PhD defence Hemant Maheshwari
Comparative analysis of Bacillus mycoides strains from contrasting habitats
Implications for plant growth promotion under abiotic stress
This thesis highlights the role of the plant's holobiont, particularly the microbiome within plant tissues, in modulating physiological responses to stress. In the present study, Bacillus mycoides strains isolated from potato endospheres and potato bulk soil were tested for their ability to mitigate the effects of abiotic stresses, including drought, salinity, iron, and heavy metal stress, in Chinese cabbage and Arabidopsis thaliana. We investigated B. mycoides and its colonization behavior in Brassica and legume species.
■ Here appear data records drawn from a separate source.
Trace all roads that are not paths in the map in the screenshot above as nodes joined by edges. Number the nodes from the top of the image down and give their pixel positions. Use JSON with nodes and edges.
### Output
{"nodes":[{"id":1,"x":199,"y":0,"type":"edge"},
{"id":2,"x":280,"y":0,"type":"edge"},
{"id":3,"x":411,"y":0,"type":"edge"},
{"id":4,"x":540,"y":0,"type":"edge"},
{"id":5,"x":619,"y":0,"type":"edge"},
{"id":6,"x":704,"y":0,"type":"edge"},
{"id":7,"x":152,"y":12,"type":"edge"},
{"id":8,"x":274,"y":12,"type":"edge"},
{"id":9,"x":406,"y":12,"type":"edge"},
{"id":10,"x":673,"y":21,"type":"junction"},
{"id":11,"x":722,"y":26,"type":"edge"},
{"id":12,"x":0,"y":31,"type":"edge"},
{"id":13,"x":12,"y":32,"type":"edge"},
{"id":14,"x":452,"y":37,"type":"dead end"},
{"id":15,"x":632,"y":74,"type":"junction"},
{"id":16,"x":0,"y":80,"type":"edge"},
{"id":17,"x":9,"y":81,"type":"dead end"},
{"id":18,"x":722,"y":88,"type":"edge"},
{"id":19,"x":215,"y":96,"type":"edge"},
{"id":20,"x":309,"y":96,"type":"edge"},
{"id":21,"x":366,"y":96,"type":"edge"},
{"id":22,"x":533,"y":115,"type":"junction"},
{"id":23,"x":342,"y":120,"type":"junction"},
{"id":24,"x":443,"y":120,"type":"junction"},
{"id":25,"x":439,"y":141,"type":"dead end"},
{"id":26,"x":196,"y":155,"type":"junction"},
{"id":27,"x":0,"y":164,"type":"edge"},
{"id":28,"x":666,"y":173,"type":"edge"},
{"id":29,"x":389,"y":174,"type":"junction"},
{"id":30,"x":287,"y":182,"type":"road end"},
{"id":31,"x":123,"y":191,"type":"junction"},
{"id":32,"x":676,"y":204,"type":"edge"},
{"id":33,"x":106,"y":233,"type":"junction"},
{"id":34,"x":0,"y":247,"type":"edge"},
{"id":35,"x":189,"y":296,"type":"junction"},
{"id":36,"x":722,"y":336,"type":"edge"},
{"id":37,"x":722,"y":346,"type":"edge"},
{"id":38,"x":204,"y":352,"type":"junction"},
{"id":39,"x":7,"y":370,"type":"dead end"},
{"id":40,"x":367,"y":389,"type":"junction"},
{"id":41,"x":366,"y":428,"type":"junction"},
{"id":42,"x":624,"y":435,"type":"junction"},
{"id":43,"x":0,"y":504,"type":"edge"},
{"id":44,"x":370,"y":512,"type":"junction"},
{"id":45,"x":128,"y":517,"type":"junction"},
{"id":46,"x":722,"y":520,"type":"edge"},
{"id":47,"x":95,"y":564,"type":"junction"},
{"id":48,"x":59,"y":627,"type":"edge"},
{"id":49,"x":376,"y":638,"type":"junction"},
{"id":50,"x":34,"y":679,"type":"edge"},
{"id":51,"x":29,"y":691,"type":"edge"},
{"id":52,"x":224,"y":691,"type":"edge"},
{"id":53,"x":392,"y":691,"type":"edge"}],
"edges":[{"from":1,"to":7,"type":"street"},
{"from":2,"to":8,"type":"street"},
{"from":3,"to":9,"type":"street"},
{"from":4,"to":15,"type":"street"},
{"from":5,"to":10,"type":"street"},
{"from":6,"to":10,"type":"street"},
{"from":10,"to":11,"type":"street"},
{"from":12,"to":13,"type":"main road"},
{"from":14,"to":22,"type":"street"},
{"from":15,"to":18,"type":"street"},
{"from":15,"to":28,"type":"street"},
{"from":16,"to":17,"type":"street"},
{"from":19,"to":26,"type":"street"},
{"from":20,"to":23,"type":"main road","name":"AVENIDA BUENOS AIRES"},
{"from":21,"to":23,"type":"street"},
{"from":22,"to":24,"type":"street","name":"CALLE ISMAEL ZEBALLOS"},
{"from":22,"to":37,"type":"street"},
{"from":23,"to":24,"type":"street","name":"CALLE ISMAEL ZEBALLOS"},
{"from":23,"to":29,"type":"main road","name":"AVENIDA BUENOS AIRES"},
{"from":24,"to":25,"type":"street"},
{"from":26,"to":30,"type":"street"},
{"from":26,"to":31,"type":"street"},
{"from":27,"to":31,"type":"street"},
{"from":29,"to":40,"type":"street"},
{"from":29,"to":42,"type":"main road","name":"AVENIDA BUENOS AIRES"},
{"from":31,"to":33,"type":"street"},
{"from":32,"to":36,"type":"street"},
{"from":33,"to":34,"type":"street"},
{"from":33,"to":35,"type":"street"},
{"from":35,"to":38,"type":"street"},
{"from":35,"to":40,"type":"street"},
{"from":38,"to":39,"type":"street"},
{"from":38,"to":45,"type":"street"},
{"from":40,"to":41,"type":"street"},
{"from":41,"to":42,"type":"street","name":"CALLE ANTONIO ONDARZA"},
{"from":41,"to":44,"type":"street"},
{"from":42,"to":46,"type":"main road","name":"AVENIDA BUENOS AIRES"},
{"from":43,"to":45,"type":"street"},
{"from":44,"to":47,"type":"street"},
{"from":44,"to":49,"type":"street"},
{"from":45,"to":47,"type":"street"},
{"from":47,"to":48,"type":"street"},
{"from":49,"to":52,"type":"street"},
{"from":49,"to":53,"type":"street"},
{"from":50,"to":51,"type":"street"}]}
We hypothesized that endophytic strains, which live systemically within host plants, would have a greater plant growth-promoting effect than bulk soil and intermediate strains. The primary question addressed in this thesis is whether endophytic strains are more effective than bulk soil strains in promoting plant growth under abiotic stress conditions. The endophytic strain S3E15 exhibited the highest plant growth promotion and salinity tolerance. Under drought conditions, Bacillus mycoides from bulk soil primarily affected shoots, while endophytes influenced roots. Under iron stress, S3E15 outperformed bulk soil strain SB13.4 in both dicots and monocots with insoluble FeCl₃. In heavy metal stress, bioremediation efficiency depended on both the metal type and the bacterial strain's habitat. We demonstrated that endophytic and bulk soil strains exhibit distinct effects on plant growth under various abiotic stresses. However, the endophytic strain showed greater resilience to abiotic stresses compared to bulk soil strains. Therefore, the study suggested that prioritizing endophytic habitats over bulk soil in the search for beneficial microorganisms could lead to more effective strategies for enhancing plant resilience to abiotic stresses.